For some 30 years now indexing has been a powerful force in the market, investing and benchmarking; it raised performance expectations for active management — more often than not to unbeatable levels — as Steven A. Schoenfeld underscores in his new book, "Active Index Investing."
The book — which contains the contributions of some 50 pension fund officials, money managers and other practitioners, as well as academics — shows there is nothing passive or apathetic about indexers in terms of investment innovation, even in this era of hedge fund growth.
Hedge funds, in fact, as well as adding index alpha are among timely topics addressed in the book, edited by Mr. Schoenfeld and published by John Wiley & Sons Inc., Hoboken, N.J.
Mr. Schoenfeld, a leader in expanding the use and understanding of indexing, has an intellectual's grasp of its concepts and a practitioner's ability to apply them. He wrote nine of the book's 31 chapters and was co-author of another.
Mark Anson, chief investment officer of the California Public Employees' Retirement System, Sacramento, wrote a chapter on hedge fund benchmarks and asset allocation." In the chapter, Mr. Anson examines, among other issues, "whether a hedge fund index can be or should be investable."
Nancy Calkins, senior investment officer-public equity, Washington State Investment Board, Olympia, wrote a chapter addressing how and why large pension plans use index-based strategies as their core investments.
Other pension fund officials who contributed include Michael Mueller, assistant director-investments, Oregon State Treasury, Salem.
Other contributors include Larry Siegel, director-policy research, Ford Foundation; Aje K. Saigal, director-investment policy and strategy, Government of Singapore Investment Corp.; Gus Sauter, chief investment officer, Vanguard Group; Joanne M. Hill, managing director, head of derivatives & trading strategy, Goldman Sachs & Co.; and Stephen Wallenstein, executive director, Duke University Global Capital Markets Center.
The 720-page book is an essential guide for anyone involved in portfolio management, active as well as passive, and useful in discussions of indexing for investing and benchmarking and weighting, among other issues. A chapter on enhanced indexing, or adding alpha, discusses the delicate balance of seeking the outperformance of active management, yet the risk characteristics of an index.
Providing more illumination, the book contains some 30 so-called sidebars, or minichapters. Their topics include "the vital importance of market capitalization weighting," Other supplementing sidebars are available only on the book's website. In one web-only piece, Arlene Rockefeller, head of global enhanced equities, State Street Global Advisors, compares the S&P 1500 supercomposite index with the Russell 3000 index.

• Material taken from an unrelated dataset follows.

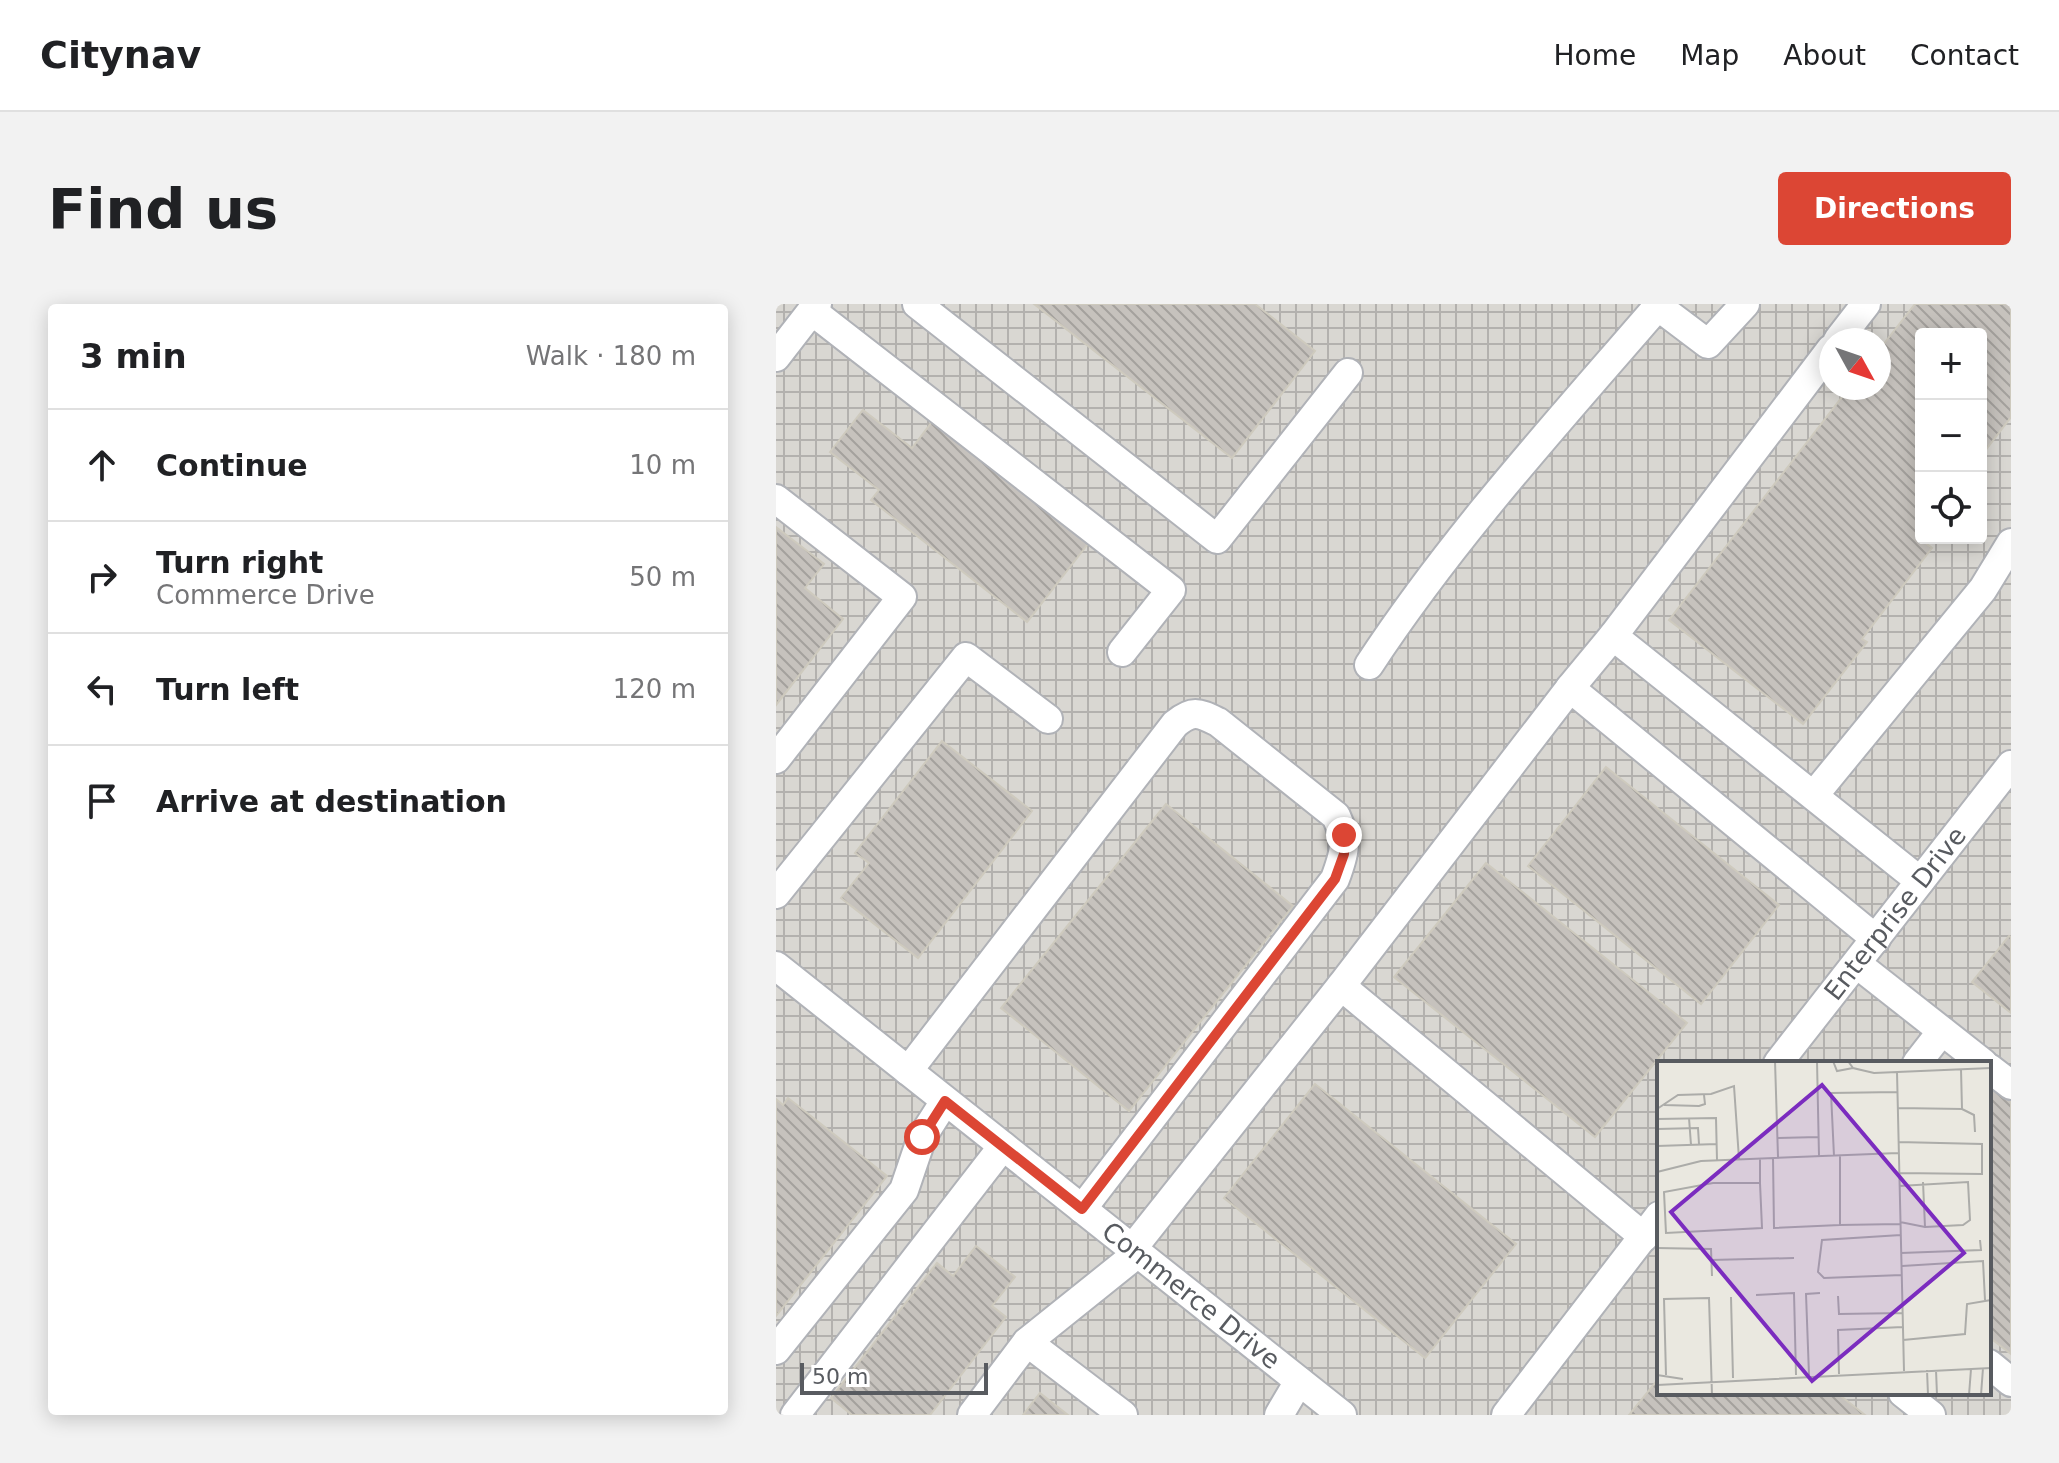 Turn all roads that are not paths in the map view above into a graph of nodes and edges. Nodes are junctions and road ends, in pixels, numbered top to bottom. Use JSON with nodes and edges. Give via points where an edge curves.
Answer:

Mr. Schoenfeld has worked for years with pension funds applying indexing concepts. When he worked at the International Finance Corp., Washington, he helped develop the IFC Investable Emerging Market indexes. At Barclays Global Investors, San Francisco, he worked in a variety of key capacities in indexing. Last year, he joined Northern Trust Global Investments, where he currently works in its New York office as chief investment strategist for global quantitative management.
Indexing choice is expanding. But users don't want more choice, Mr. Schoenfeld asserts. Users, he contends, want "precise solutions that solve their functional needs." Somehow that financial engineering is likely to involve indexing.